### WHAT YOU HAVE TO DO
Which of the lines below hold "than"? Please return each one.

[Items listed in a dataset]
=== Begin Enclosure ===
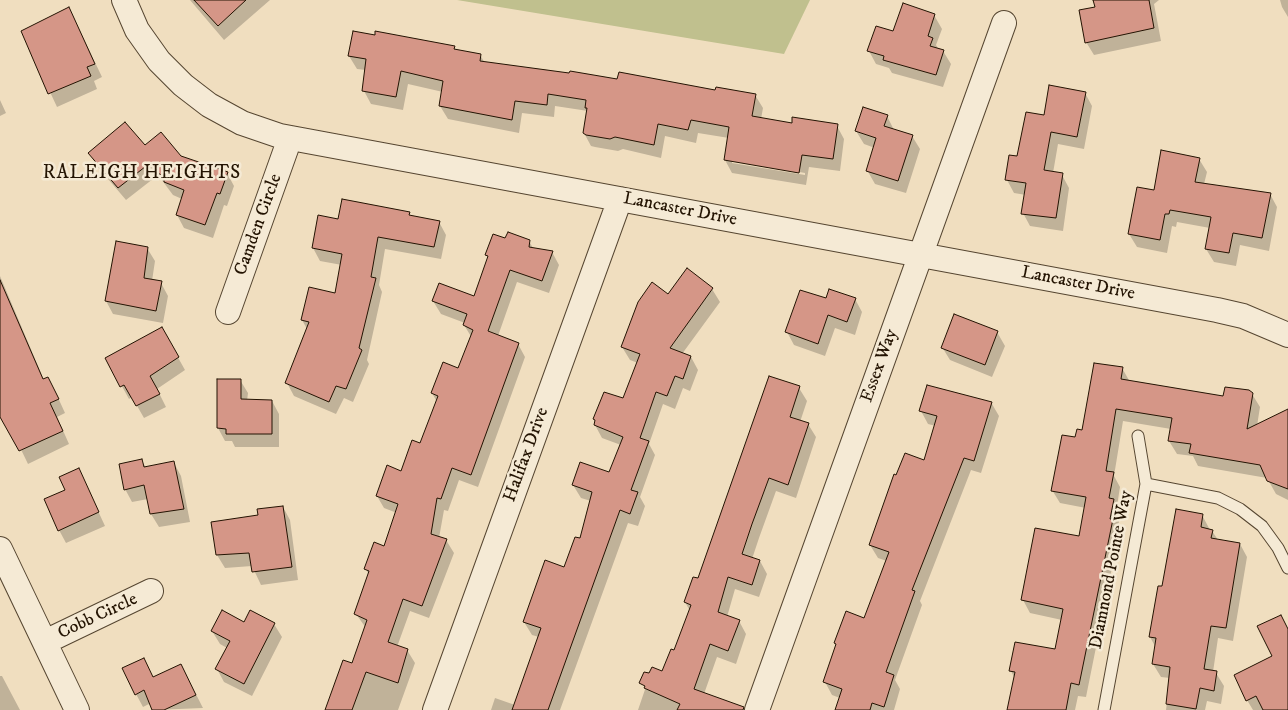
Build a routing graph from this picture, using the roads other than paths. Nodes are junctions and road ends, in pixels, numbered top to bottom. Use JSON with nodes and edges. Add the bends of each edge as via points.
{"nodes":[{"id":1,"x":124,"y":0,"type":"edge"},
{"id":2,"x":1004,"y":23,"type":"dead end"},
{"id":3,"x":290,"y":138,"type":"junction"},
{"id":4,"x":620,"y":199,"type":"junction"},
{"id":5,"x":920,"y":255,"type":"junction"},
{"id":6,"x":228,"y":312,"type":"dead end"},
{"id":7,"x":1288,"y":335,"type":"edge"},
{"id":8,"x":1138,"y":436,"type":"dead end"},
{"id":9,"x":1146,"y":484,"type":"junction"},
{"id":10,"x":0,"y":549,"type":"edge"},
{"id":11,"x":1288,"y":568,"type":"edge"},
{"id":12,"x":151,"y":591,"type":"dead end"},
{"id":13,"x":45,"y":642,"type":"junction"},
{"id":14,"x":77,"y":710,"type":"edge"},
{"id":15,"x":435,"y":710,"type":"edge"},
{"id":16,"x":757,"y":710,"type":"edge"},
{"id":17,"x":1104,"y":710,"type":"edge"}],
"edges":[{"from":1,"to":3,"type":"street","name":"Lancaster Drive","via":[[137,30],[183,85],[209,105],[242,123]]},
{"from":2,"to":5,"type":"street","name":"Essex Way"},
{"from":3,"to":4,"type":"street","name":"Lancaster Drive"},
{"from":3,"to":6,"type":"street","name":"Camden Circle"},
{"from":4,"to":5,"type":"street","name":"Lancaster Drive"},
{"from":4,"to":15,"type":"street","name":"Halifax Drive"},
{"from":5,"to":7,"type":"street","name":"Lancaster Drive","via":[[1217,310],[1243,316]]},
{"from":5,"to":16,"type":"street","name":"Essex Way"},
{"from":8,"to":9,"type":"lane","name":"Diamnond Pointe Way"},
{"from":9,"to":11,"type":"lane","via":[[1218,498],[1240,509],[1262,526]]},
{"from":9,"to":17,"type":"lane","name":"Diamnond Pointe Way"},
{"from":10,"to":13,"type":"street"},
{"from":12,"to":13,"type":"street","name":"Cobb Circle"},
{"from":13,"to":14,"type":"street"}]}
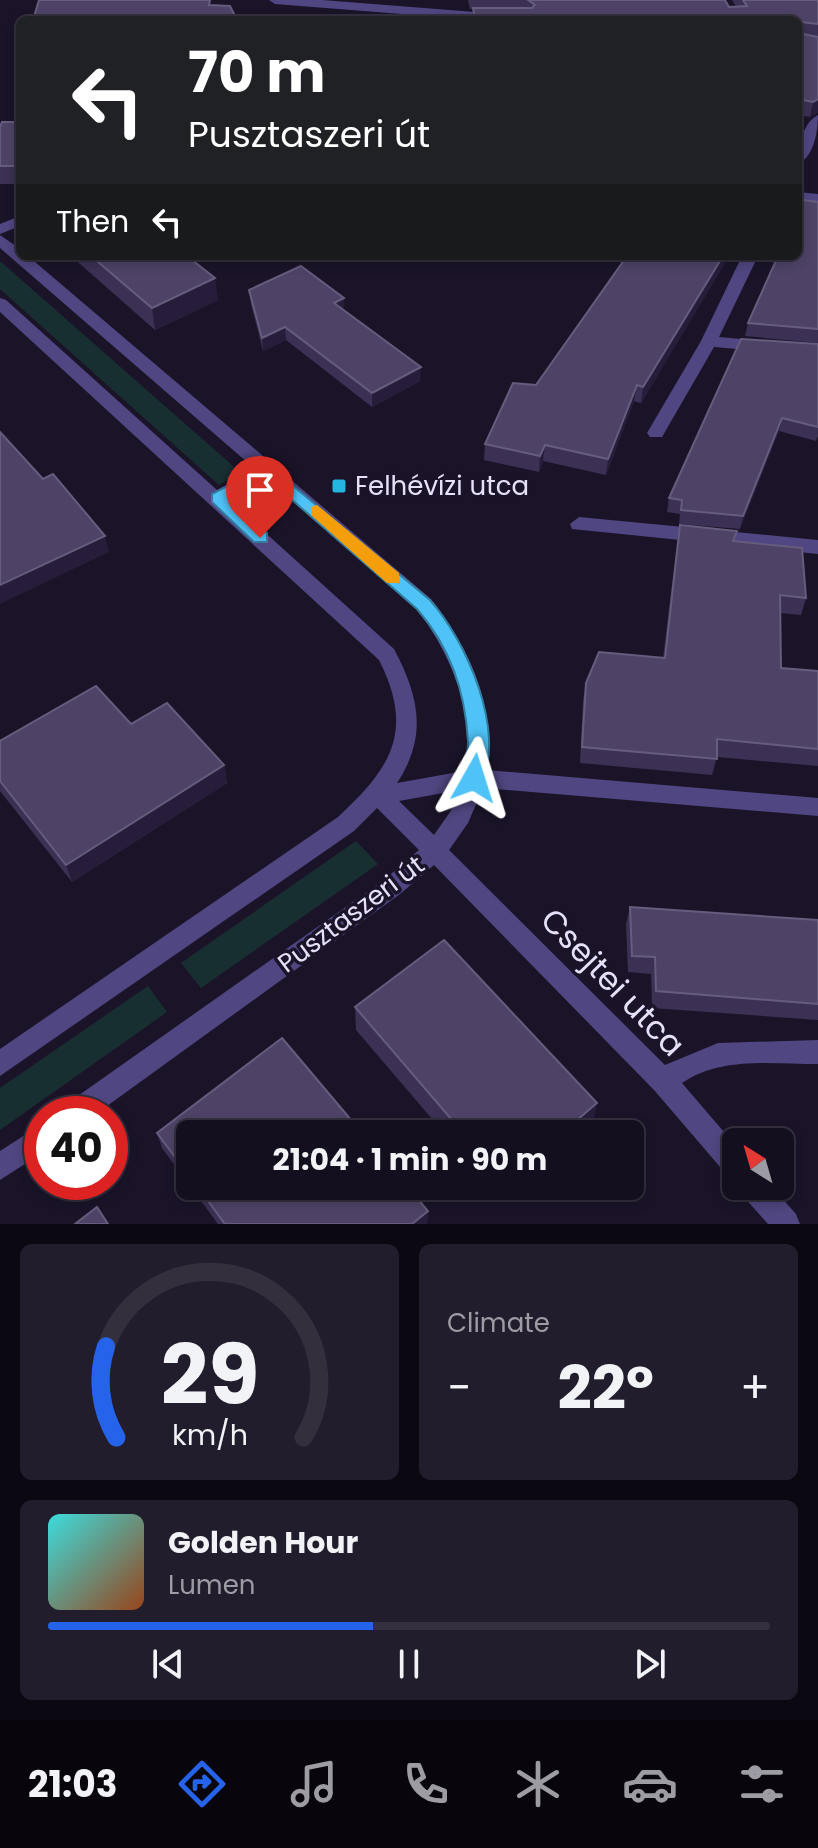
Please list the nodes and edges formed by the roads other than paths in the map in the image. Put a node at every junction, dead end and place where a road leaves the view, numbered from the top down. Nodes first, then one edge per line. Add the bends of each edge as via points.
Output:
1 (275, 0) edge
2 (394, 0) edge
3 (422, 10) junction
4 (484, 16) edge
5 (818, 119) edge
6 (802, 152) edge
7 (0, 240) edge
8 (16, 254) edge
9 (23, 260) edge
10 (748, 260) edge
11 (0, 303) edge
12 (709, 341) junction
13 (818, 351) edge
14 (656, 433) dead end
15 (268, 470) junction
16 (218, 498) junction
17 (579, 524) dead end
18 (818, 547) edge
19 (474, 778) junction
20 (379, 795) junction
21 (818, 807) edge
22 (436, 849) junction
23 (818, 1052) edge
24 (0, 1064) edge
25 (663, 1081) junction
26 (99, 1096) edge
27 (24, 1150) edge
28 (722, 1150) edge
29 (0, 1167) edge
30 (765, 1200) edge
31 (786, 1224) edge

1 - 3 street
2 - 3 street
3 - 4 street
5 - 6 street
7 - 8 street, Pusztaszeri út
9 - 15 street, Pusztaszeri út
10 - 12 street
11 - 16 street
12 - 13 street
12 - 14 street
15 - 16 street
15 - 19 street, Pusztaszeri út via 424,604 444,628 470,690 478,743
16 - 20 street via 387,655 405,685 410,720 403,756
17 - 18 street
19 - 20 street
19 - 21 street
19 - 22 street, Pusztaszeri út via 461,816
20 - 22 street, Csejtei utca
20 - 24 street via 346,824
22 - 25 street, Csejtei utca
22 - 26 street, Pusztaszeri út via 392,887
23 - 25 street via 722,1053 686,1063
25 - 28 street, Csejtei utca
27 - 29 street
30 - 31 street

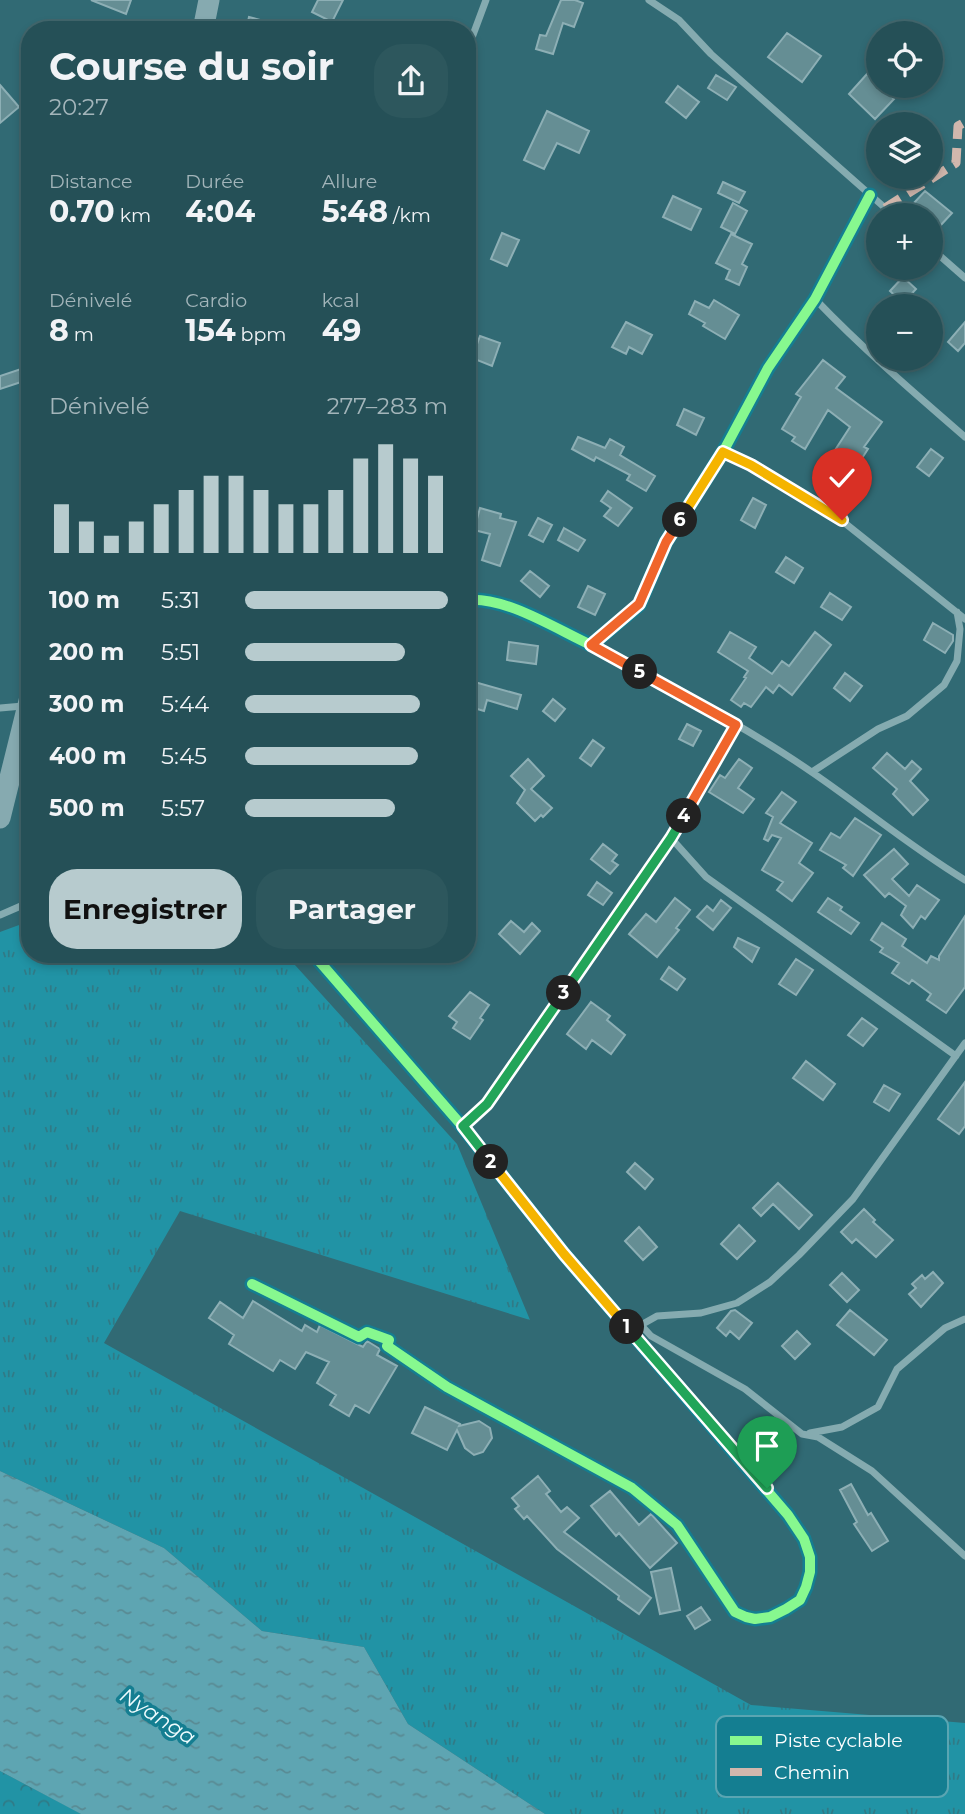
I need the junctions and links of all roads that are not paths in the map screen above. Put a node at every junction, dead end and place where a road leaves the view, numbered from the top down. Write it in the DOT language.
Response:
graph roads {
  1 [pos="209,0"];
  2 [pos="486,0"];
  3 [pos="649,0"];
  4 [pos="205,21"];
  5 [pos="476,27"];
  6 [pos="870,195"];
  7 [pos="879,203"];
  8 [pos="943,259"];
  9 [pos="965,278"];
  10 [pos="815,299"];
  11 [pos="965,437"];
  12 [pos="723,452"];
  13 [pos="476,599"];
  14 [pos="957,612"];
  15 [pos="965,619"];
  16 [pos="591,645"];
  17 [pos="21,703"];
  18 [pos="0,708"];
  19 [pos="736,725"];
  20 [pos="21,733"];
  21 [pos="812,772"];
  22 [pos="0,818"];
  23 [pos="671,838"];
  24 [pos="965,880"];
  25 [pos="21,906"];
  26 [pos="0,915"];
  27 [pos="321,963"];
  28 [pos="965,1043"];
  29 [pos="956,1056"];
  30 [pos="463,1126"];
  31 [pos="252,1284"];
  32 [pos="614,1311"];
  33 [pos="965,1319"];
  34 [pos="641,1325"];
  35 [pos="802,1434"];
  36 [pos="965,1556"];
  1 -- 4 [label="highway"];
  2 -- 5 [label="street"];
  3 -- 6 [label="street"];
  6 -- 7 [label="street"];
  6 -- 10 [label="street"];
  8 -- 9 [label="street"];
  10 -- 11 [label="street"];
  10 -- 12 [label="street"];
  12 -- 14 [label="street"];
  12 -- 16 [label="street"];
  13 -- 16 [label="street"];
  14 -- 15 [label="street"];
  14 -- 21 [label="street"];
  16 -- 19 [label="street"];
  17 -- 18 [label="street"];
  19 -- 21 [label="street"];
  19 -- 23 [label="street"];
  20 -- 22 [label="highway"];
  21 -- 24 [label="street"];
  23 -- 29 [label="street"];
  23 -- 30 [label="street"];
  25 -- 26 [label="street"];
  27 -- 30 [label="street"];
  28 -- 29 [label="street"];
  29 -- 34 [label="street"];
  30 -- 32 [label="street"];
  31 -- 32 [label="street"];
  32 -- 34 [label="street"];
  33 -- 35 [label="street"];
  34 -- 35 [label="street"];
  35 -- 36 [label="street"];
}
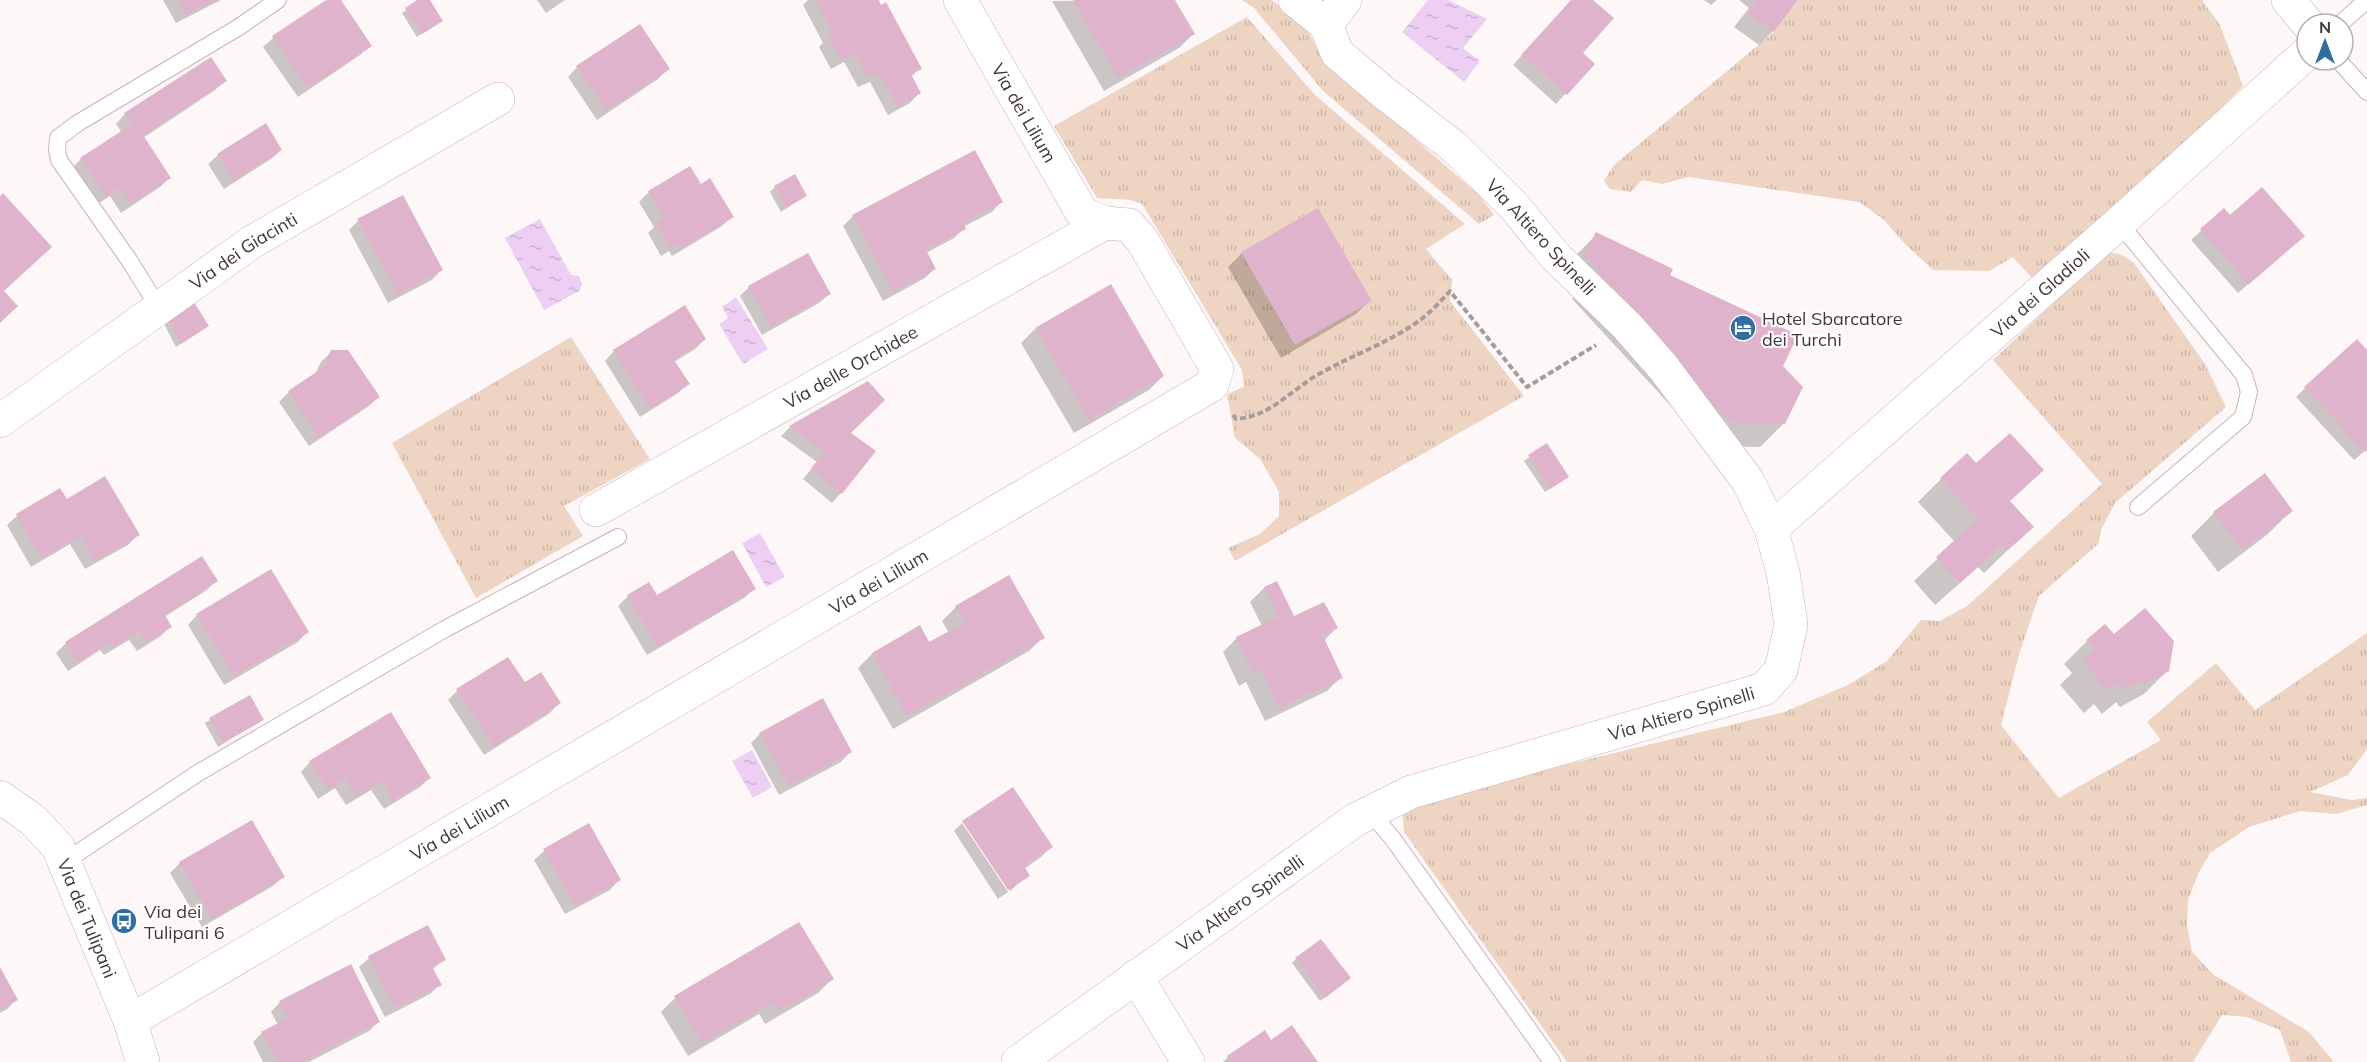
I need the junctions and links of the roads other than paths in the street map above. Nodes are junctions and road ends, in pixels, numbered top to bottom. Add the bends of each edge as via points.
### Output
1 (278, 0) edge
2 (960, 0) edge
3 (1295, 0) edge
4 (2288, 0) edge
5 (2367, 0) edge
6 (1335, 12) edge
7 (2298, 12) edge
8 (2354, 12) edge
9 (2295, 64) edge
10 (2349, 72) edge
11 (2367, 92) edge
12 (498, 99) dead end
13 (1105, 223) junction
14 (2119, 223) junction
15 (159, 308) junction
16 (0, 421) edge
17 (2138, 507) dead end
18 (596, 510) dead end
19 (1771, 530) junction
20 (618, 537) dead end
21 (0, 796) edge
22 (1370, 812) junction
23 (64, 862) junction
24 (1136, 976) junction
25 (130, 1021) junction
26 (144, 1062) edge
27 (1018, 1062) edge
28 (1188, 1062) edge
29 (1551, 1062) edge

1 - 15 lane via 58,138 59,160
2 - 13 street, Via dei Lilium via 1082,213
3 - 6 street, Via Altiero Spinelli
4 - 7 street
5 - 8 lane
6 - 19 street, Via Altiero Spinelli via 1337,53 1454,147 1513,205 1556,257 1627,326 1664,367 1748,481
9 - 14 street, Via dei Gladioli
10 - 11 lane
12 - 15 street, Via dei Giacinti via 252,242
13 - 18 street, Via delle Orchidee
13 - 25 street, Via dei Lilium via 1129,225 1143,240 1217,369 1212,385
14 - 17 lane via 2244,375 2249,392 2243,417
14 - 19 street, Via dei Gladioli
15 - 16 street, Via dei Giacinti
19 - 22 street, Via Altiero Spinelli via 1783,572 1791,625 1781,670 1764,689 1411,792
20 - 23 lane via 446,629 198,773
21 - 23 street, Via dei Tulipani via 33,820 58,848
22 - 24 street, Via Altiero Spinelli
22 - 29 lane
23 - 25 street, Via dei Tulipani
24 - 27 street, Via Altiero Spinelli
24 - 28 street
25 - 26 street, Via dei Tulipani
=== End Enclosure ===
### EXERCISE OUTPUT
Build a routing graph from this picture, using the roads other than paths. Nodes are junctions and road ends, in pixels, numbered top to bottom. Use JSON with nodes and edges. Add the bends of each edge as via points.
Please list the nodes and edges formed by the roads other than paths in the map in the image. Put a node at every junction, dead end and place where a road leaves the view, numbered from the top down. Nodes first, then one edge per line. Add the bends of each edge as via points.
I need the junctions and links of the roads other than paths in the street map above. Nodes are junctions and road ends, in pixels, numbered top to bottom. Add the bends of each edge as via points.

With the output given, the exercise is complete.